▼

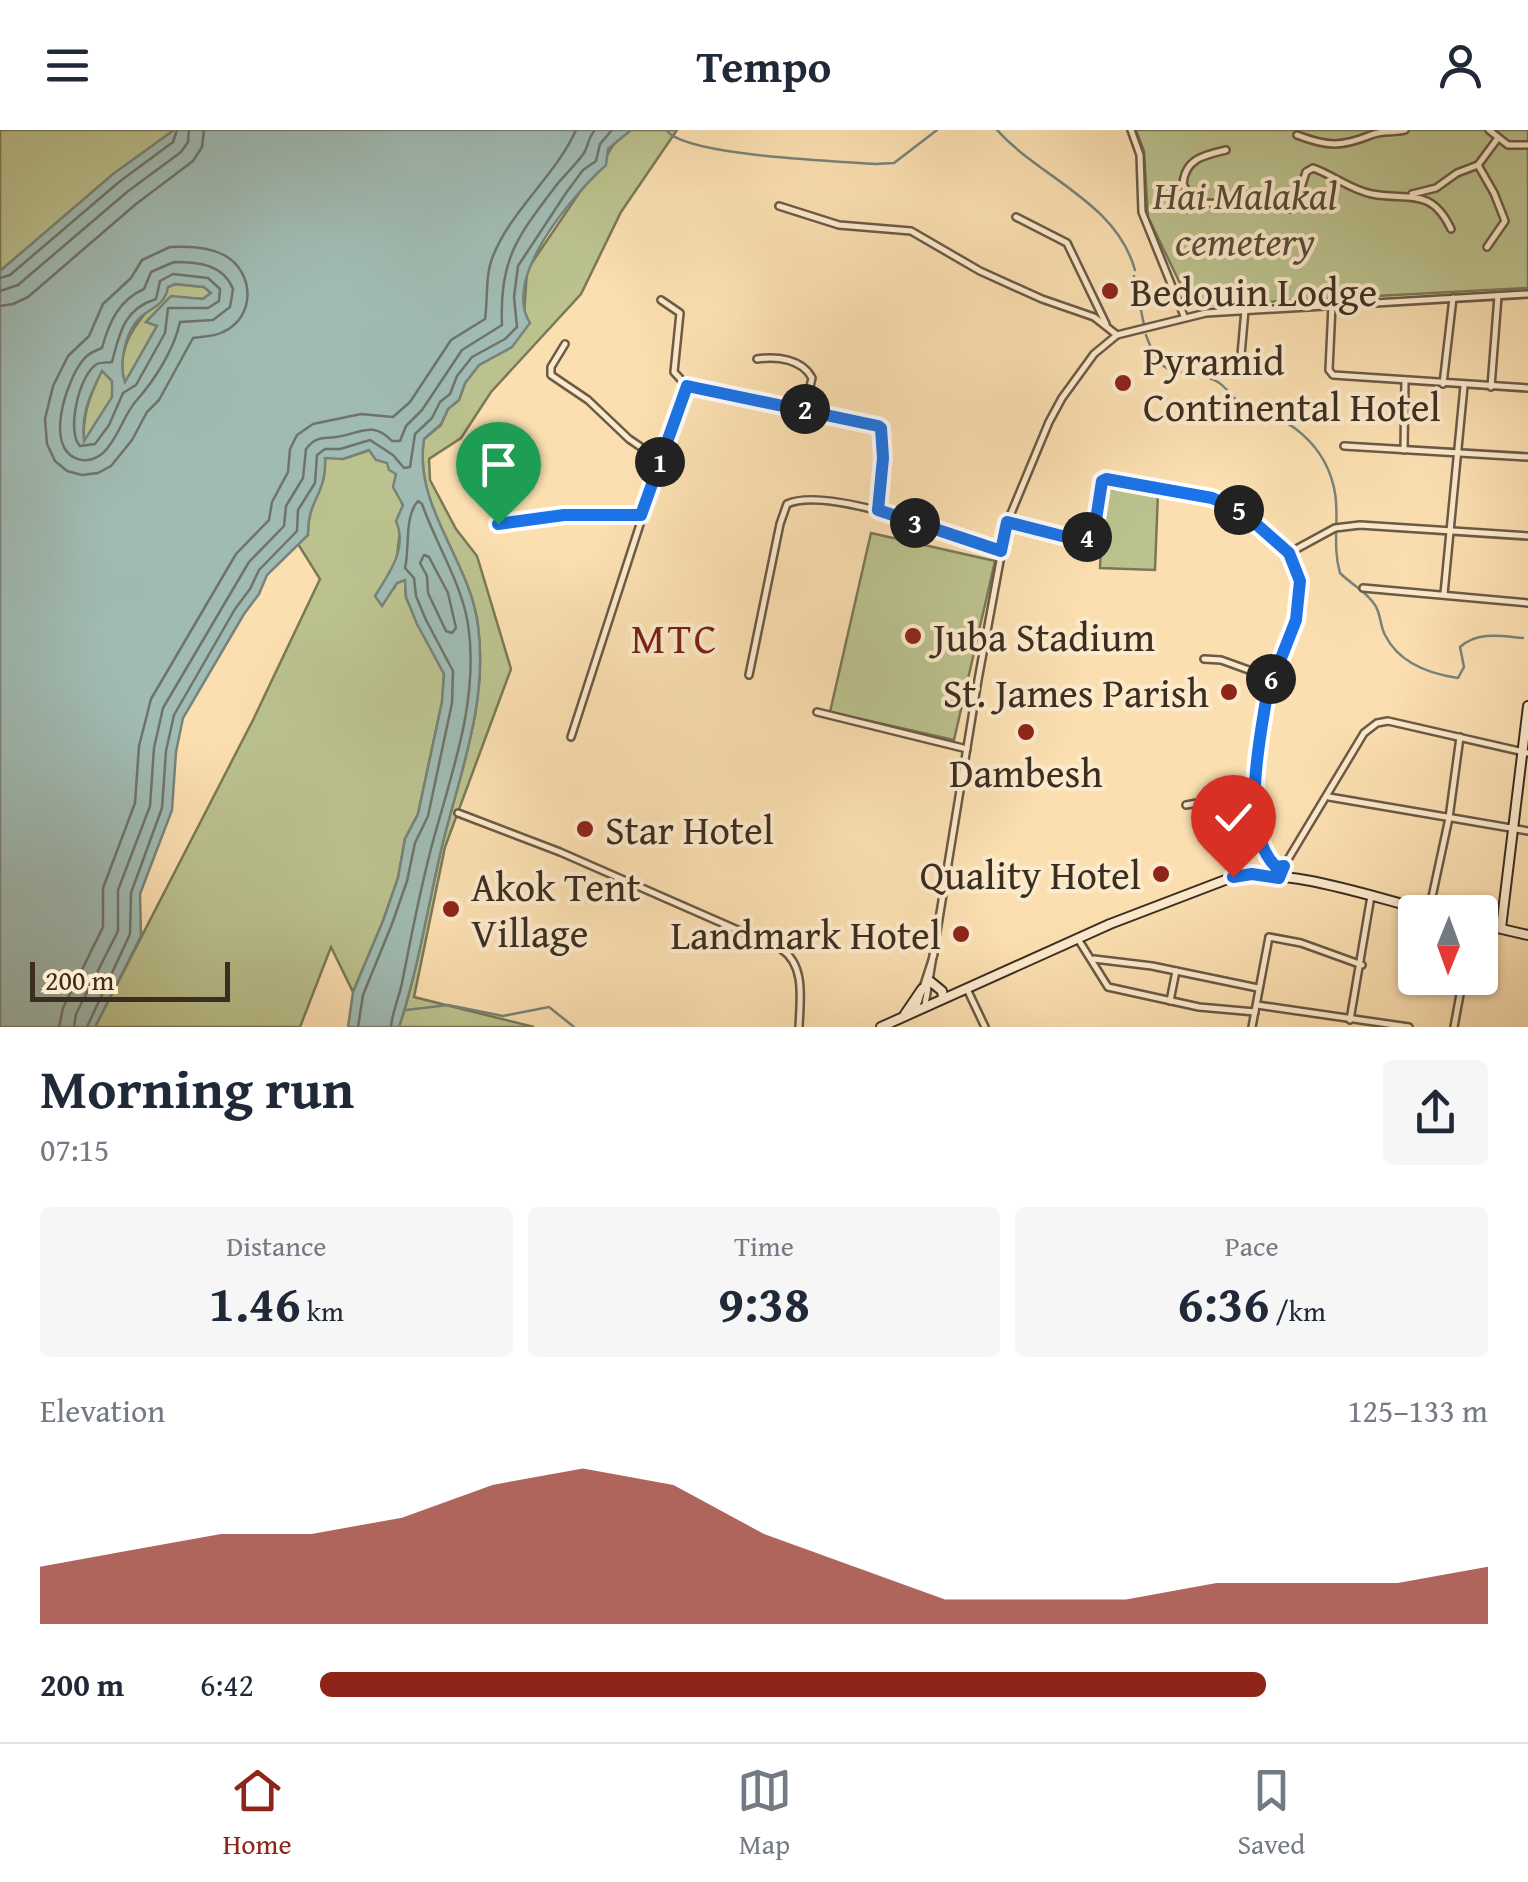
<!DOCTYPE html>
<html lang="en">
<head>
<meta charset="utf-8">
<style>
	body { margin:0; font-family:"Gentium Book Plus",serif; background:#f6f6f7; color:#1f2937; height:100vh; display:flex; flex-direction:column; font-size:38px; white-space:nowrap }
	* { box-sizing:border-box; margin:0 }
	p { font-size:32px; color:#747a83 }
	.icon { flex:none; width:55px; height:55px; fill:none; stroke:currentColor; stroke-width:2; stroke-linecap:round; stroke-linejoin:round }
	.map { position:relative; height:897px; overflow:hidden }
	.details { display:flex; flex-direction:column; background:#fff; flex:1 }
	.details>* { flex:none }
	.needle { width:65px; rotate:181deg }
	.fabs { position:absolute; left:1398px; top:765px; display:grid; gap:20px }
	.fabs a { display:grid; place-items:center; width:100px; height:100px; border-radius:10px; background:#fff; box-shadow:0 2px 8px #0004; font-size:50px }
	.scale { position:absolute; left:30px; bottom:25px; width:200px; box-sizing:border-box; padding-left:10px; border:5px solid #3b2e21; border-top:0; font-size:28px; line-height:35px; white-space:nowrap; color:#3b2e21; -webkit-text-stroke:8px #fceacc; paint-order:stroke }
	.pin { position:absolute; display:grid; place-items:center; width:85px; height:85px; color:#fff; margin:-102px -42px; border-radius:50% 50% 50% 0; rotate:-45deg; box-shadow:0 0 10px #0007 }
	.pin .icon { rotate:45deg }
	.km { position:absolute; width:50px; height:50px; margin:-25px; border-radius:50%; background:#222; color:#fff; font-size:28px; line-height:50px; text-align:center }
	.round { display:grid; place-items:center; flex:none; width:105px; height:105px; border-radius:10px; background:#f6f6f7 }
	.summary { display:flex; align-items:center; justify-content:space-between; height:170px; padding:0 40px }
	h1 { font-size:55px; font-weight:600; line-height:75px }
	.metrics { display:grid; grid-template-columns:repeat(3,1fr); gap:15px; height:170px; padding:10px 40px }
	.metrics div { display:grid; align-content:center; border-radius:10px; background:#f6f6f7; text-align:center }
	.metrics b { font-size:50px; font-weight:600 }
	.metrics small { font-size:28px; font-weight:400 }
	.metrics p { font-size:28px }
	.chart { height:280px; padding:20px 40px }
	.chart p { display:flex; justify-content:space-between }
	.chart svg { width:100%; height:180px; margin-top:10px; fill:#8f2418; opacity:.7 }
	ul { padding:0 40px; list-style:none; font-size:32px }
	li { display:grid; grid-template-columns:160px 120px 1fr; align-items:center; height:75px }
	li i { height:25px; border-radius:12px; background:#8f2418 }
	header { display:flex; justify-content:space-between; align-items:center; height:130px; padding:0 40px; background:#fff; font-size:45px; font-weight:600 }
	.dock { display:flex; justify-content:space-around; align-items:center; height:140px; border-top:2px solid #e0e1e3; background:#fff; font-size:28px; color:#747a83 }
	.dock a { display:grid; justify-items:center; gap:5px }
	.dock .active { color:#8f2418 }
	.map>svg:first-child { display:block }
</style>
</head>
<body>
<header><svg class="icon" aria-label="menu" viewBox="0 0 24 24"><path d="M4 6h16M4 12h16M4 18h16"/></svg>Tempo<svg class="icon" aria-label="person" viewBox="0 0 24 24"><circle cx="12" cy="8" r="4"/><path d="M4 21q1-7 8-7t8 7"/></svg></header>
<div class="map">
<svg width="1528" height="897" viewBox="0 0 1528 897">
	<rect width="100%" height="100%" fill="#fbdfb1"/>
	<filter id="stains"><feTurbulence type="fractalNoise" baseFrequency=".002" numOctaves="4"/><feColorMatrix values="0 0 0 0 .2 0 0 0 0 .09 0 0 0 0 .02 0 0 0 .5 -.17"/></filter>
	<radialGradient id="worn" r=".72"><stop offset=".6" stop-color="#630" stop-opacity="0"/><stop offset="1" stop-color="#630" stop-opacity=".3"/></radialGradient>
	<g fill="#bbc28e" stroke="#7b7858" stroke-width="2.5">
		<path d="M0,0h174l-174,141z"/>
		<path d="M631,0h46l-56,82 -40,82 -90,98 -30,46 -32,21 1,21 26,49 21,27 34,113 -66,178 -31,150 120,30h-135c20,-60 29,-124 44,-185 18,-72 45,-141 35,-216 -8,-66 -65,-119 -54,-187l17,-14 7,-16 11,-9 6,-17 14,-18 33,-18 12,-33 3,-44 63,-93c18,-12 16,-35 41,-47z"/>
		<path d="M1136,0h392v158l-337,18 -43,-89 -4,-66z"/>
		<path d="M175,154l29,3 7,6 -8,6 -32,-2 -24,24 10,5 -32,57c-13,-39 20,-70 43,-96z"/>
		<path d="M102,240l10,11 1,16 -29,45c-2,-27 6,-47 18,-72z"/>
		<path d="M370,320c7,10 20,11 25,22 5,11 1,22 8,33l-10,85 4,-7 8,-4 1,19 38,76 -2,28 -24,112 -13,25 -7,39 -15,43 -30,71 -22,-45 -31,80h-205l159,-309 66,-139 -22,-35 10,-9c-1,-35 19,-42 17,-78l18,2z"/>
		<path d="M1103,359l55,3 -3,78 -55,-2z"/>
		<path d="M871,403l124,28 -41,179 -124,-28z"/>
	</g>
	<path fill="#a0bbb3" stroke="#788379" stroke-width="2.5" fill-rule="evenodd" d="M174,0h457l-23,19 -2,16c-32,29 -105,112 -76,158l-18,24 -33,18 -14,18 -6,17 -11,9 -7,15 -17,15c-11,68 46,121 54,187 10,75 -17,144 -35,216 -15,61 -24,125 -44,185h-51l5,-35 30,-71 15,-43 7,-39 13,-25 24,-112 2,-28 -27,-50 -11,-27 -1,-17 -8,3 -15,23 -7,-10c14,-23 33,-47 21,-75l7,-16 -10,-18 3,-13 -7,-4 -2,-7 -11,-3 -7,-10 -26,9 -18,-1c2,37 -18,41 -17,77l-41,40 -8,19 -15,20 -61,104 -7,34 -4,58 -32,84 1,42 -46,91h-95v-756l113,-97zM175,154l29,3 7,6 -8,6 -32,-3 -25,26 11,4 -32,56c-7,-19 1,-54 18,-67 12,-9 22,-11 25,-28zM102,241l10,10v16l-28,44c-3,-26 6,-47 18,-70z"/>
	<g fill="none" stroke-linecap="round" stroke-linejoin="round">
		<g stroke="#6e746a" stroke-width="2.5">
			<path d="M170,117c17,-1 39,0 54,8 31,17 32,62 -1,77 -9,5 -21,4 -30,6l-34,62 -12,12 -15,28 -21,26 -13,7 -16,2 -15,-4 -12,-10 -8,-17 -2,-25 8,-33 15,-30 21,-20 14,-32 28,-26 11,-18z"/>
			<path d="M174,132c24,0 49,2 59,27l-3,18 -17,13 -33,2c-6,28 -26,59 -44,79 -13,15 -18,38 -33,52 -6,5 -13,8 -21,7 -41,-7 -15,-81 1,-100 5,-7 12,-9 19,-12 7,-26 17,-48 42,-59l7,-17z"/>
			<path d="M173,144l35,4 12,11 -1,12 -11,7h-40l-3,25 -29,52 -13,8 -14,32 -14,19 -15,2c-14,-14 -1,-72 17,-82 1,-1 14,-2 15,-2 8,-30 12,-53 44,-63l4,-18z"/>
			<path d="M0,148l10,-3 109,-93 54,-40 4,-12"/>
			<path d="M0,161l18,-6 109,-93 54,-40 7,-10 1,-12"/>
			<path d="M0,176l13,-2 15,-7 108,-93 57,-43 9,-14 2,-17"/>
			<path d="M424,425l5,2 19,36 8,35 -4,5 -6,-2 -18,-38 -1,-17 -7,-13z"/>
			<path d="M59,897l4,-19 40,-81v-39l32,-85 4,-57 12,-47 85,-145 33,-34 3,-18 16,-30 2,-23 7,-14 16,-11 48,-10 32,3 17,-15 41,-62 34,-21c3,-20 0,-44 8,-63 19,-47 63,-81 83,-126"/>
			<path d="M74,897l2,-13 42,-83v-41l32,-84 4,-58 9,-40 86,-146 35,-36 2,-20 17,-28 3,-29c10,-13 16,-10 30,-12 24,-3 36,-17 56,4h8l6,-15 16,-16 40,-60 40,-25c-3,-65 15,-88 53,-138 5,-7 28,-30 30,-36 4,-8 3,-13 10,-21"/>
			<path d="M87,897l43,-93 1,-41 31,-85 4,-57 8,-36 61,-106 15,-20 9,-19 38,-39 1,-21 17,-27 2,-28 8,-6h15l30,-9 23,15 11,13 6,-1 5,-33 17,-16 8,-16 10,-8 7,-18 15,-19 33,-18 12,-12 -3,-30 4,-31 48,-73 17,-23 13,-9 4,-17 12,-14"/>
			<path d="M358,897l5,-32 29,-71 15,-43 8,-38 13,-27 24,-113 1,-32 -27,-51 -10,-24 -2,-18 -9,-10c5,-22 -1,-51 13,-67l4,3c14,40 39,78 46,120 11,72 -14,142 -33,210 -14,49 -23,99 -33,149 -3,15 -10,29 -11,44"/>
		</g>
		<g stroke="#788379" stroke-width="2.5">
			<path d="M666,0c18,26 171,31 209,34l19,-1 43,-33"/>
			<path d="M997,0c43,48 119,72 138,140"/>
			<path d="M1134,146l10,49"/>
			<path d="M1146,205c19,54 33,27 70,46 12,6 17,19 28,26 9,7 18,7 28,10 21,5 42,26 52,44 23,42 5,74 16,112 13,13 25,17 35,32 6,9 5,21 10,30 14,28 45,39 73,43l6,-11 -4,-20c18,-16 41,-11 63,-9"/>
			<path d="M406,880l42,-5 55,11 46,-9 25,20"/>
		</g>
		<defs>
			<g id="street">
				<path d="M1131,0l9,25 2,57 42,104"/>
				<path d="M1489,0l19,15h20"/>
				<path d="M1297,5c31,12 44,12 74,0 11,-5 23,-2 34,-5"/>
				<path d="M1226,20c-22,5 -41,9 -43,34l8,15 6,4 52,1 17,-4 25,9 5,-5 10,-32 7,-4c20,7 38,22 59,26 35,7 59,-8 79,35"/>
				<path d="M1478,35l16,28 11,28 -18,26"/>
				<path d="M1412,64l24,-6 21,-15 21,-8 20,-27"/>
				<path d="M779,76l60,19 72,6 69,40 62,28 52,18 23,18"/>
				<path d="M1016,87l51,26 39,81"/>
				<path d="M661,170l19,13 -6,59 13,14"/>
				<path d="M1332,175l-3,65 4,5 195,13"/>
				<path d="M565,214l-14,23v8l37,25 41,39 31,21"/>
				<path d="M757,229c20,-3 45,0 55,19l-7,31"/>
				<path d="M1240,236l5,-56"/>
				<path d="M1443,254l10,-86"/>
				<path d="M1491,257l7,-91"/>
				<path d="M1344,316l184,11"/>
				<path d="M1404,320l1,-69"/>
				<path d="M1008,393l54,13 26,1 8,-16 7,-40 3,-2 86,13 48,18 49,43 7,12 4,16 -6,51 -23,46 -4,16 -14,99 7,38 10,28 6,8 8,-1 80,-133 13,-10 11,-2 140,32"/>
				<path d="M498,395l66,-10h77l46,-129 191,40 3,2 2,30 -5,53"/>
				<path d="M1289,423l46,-25 25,-3 168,11"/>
				<path d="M1363,458l165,15"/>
				<path d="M1444,464l20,-208"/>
				<path d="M1204,529l17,1 50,18"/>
				<path d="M749,545l31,-151 7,-20c41,-19 170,32 214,47"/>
				<path d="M817,582l150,37"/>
				<path d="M571,607l72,-222"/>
				<path d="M1329,667l199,34"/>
				<path d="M1186,675l67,-12"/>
				<path d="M458,683l102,39 221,97c25,16 19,51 18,78"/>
				<path d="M1429,781l20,-93 11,-81"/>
				<path d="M1078,809l30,48 91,20 56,5"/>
				<path d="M1094,829l58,7 106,22"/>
				<path d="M967,859l18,38"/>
				<path d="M1170,871l6,-30"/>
				<path d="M925,875l53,-325 29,-157 42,-101 13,-24 32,-44 23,-19 89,-22 322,-19"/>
				<path d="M1257,875l152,22"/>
				<path d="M916,879l18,-55"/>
				<path d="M1350,890l21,-124"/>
				<path d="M1252,897l17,-90 32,6 61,22"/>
				<path d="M1454,897l9,-49"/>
			</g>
			<g id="secondary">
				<path d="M1480,794l48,11"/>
				<path d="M1501,798l27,-222"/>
				<path d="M931,852l11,9 1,6"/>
				<path d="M905,884l17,-25"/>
				<path d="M881,897l229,-103 123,-47c62,-9 140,21 201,35"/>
			</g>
		</defs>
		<use href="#street" stroke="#6b5a45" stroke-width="10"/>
		<use href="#secondary" stroke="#3b2e21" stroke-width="12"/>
		<use href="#street" stroke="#fceacc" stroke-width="5"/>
		<use href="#secondary" stroke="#fceacc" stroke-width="8"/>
	</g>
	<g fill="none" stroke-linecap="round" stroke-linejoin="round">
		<defs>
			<path id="route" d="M498,394l66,-9h77l46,-129 191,40 3,2 2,30 -5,52 123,41 6,-29 55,14 26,1 8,-17 6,-39 4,-2 106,19 28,12 49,43 11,28 -4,39 -29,74c-7,46 -28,136 9,173l8,-1 -5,12 -27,-4 -19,3"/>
		</defs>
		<use href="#route" stroke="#fff" stroke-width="20"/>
		<use href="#route" stroke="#1a73e8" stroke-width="12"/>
	</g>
	<g fill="#8f2418" stroke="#fceacc" stroke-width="4">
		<circle cx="1110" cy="161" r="10"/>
		<circle cx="1123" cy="253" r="10"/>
		<circle cx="913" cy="506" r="10"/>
		<circle cx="1229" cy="562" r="10"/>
		<circle cx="1026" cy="602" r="10"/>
		<circle cx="585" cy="699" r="10"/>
		<circle cx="1161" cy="744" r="10"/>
		<circle cx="451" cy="779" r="10"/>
		<circle cx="961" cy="804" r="10"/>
	</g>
	<g text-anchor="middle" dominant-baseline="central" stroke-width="8" stroke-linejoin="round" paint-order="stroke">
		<g font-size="40" font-style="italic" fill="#554c37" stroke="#fceacc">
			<text x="1245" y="64">Hai Malakal<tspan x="1245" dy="46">cemetery</tspan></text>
		</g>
		<g font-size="40" fill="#3b2e21" stroke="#fceacc" text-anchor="start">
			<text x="1130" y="161">Bedouin Lodge</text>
			<text x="1143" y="230">Pyramid<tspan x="1143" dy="46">Continental Hotel</tspan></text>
			<text x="933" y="506">Juba Stadium</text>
			<text x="1209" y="562" text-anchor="end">St. James Parish</text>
			<text x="1026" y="642" text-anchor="middle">Dambesh</text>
			<text x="605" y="699">Star Hotel</text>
			<text x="1141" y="744" text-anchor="end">Quality Hotel</text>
			<text x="471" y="756">Akok Tent<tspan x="471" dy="46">Village</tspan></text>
			<text x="941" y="804" text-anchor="end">Landmark Hotel</text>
		</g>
		<g font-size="42" letter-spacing="2.5" fill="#7a1f14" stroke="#fceacc">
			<text x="675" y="507">MTC</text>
		</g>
	</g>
	<rect width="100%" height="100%" filter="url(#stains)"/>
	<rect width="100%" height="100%" fill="url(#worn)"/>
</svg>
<div class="fabs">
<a><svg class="needle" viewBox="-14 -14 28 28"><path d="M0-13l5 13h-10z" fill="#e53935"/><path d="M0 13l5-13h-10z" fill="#747a83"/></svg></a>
</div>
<div class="scale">200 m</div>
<div class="pin" style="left:498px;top:394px;background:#1e9e55"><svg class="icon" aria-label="arrive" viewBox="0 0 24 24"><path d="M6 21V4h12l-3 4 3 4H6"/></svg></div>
<div class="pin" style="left:1233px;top:747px;background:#d93025"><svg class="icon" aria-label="check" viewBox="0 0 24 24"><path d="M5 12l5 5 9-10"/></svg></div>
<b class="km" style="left:660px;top:332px">1</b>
<b class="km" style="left:805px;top:279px">2</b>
<b class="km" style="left:915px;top:393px">3</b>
<b class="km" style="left:1087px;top:407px">4</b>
<b class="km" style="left:1239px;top:380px">5</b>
<b class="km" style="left:1271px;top:549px">6</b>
</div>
<section class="details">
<div class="summary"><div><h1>Morning run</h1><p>07:15</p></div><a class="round"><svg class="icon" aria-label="share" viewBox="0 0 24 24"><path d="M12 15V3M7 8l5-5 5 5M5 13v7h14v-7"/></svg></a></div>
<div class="metrics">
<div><p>Distance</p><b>1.46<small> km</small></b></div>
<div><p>Time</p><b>9:38</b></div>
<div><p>Pace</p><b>6:36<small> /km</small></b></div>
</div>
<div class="chart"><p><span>Elevation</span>125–133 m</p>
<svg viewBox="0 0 160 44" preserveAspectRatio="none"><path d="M0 44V30L10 26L20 22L30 22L40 18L50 10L60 6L70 10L80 22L90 30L100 38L110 38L120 38L130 34L140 34L150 34L160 30V44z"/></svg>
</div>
<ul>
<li><b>200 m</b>6:42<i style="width:81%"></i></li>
</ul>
</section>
<nav class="dock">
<a class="active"><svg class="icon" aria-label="home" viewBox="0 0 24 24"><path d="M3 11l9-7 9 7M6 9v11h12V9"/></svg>Home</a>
<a><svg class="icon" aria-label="map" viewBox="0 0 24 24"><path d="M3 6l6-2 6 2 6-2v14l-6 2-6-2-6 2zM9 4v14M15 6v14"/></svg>Map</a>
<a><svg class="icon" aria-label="saved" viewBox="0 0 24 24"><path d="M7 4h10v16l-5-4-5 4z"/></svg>Saved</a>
</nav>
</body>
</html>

▲

Description of the task: What is needed here is one number: how many lines of the entries hold the string "rotate".

Finished exercise: 3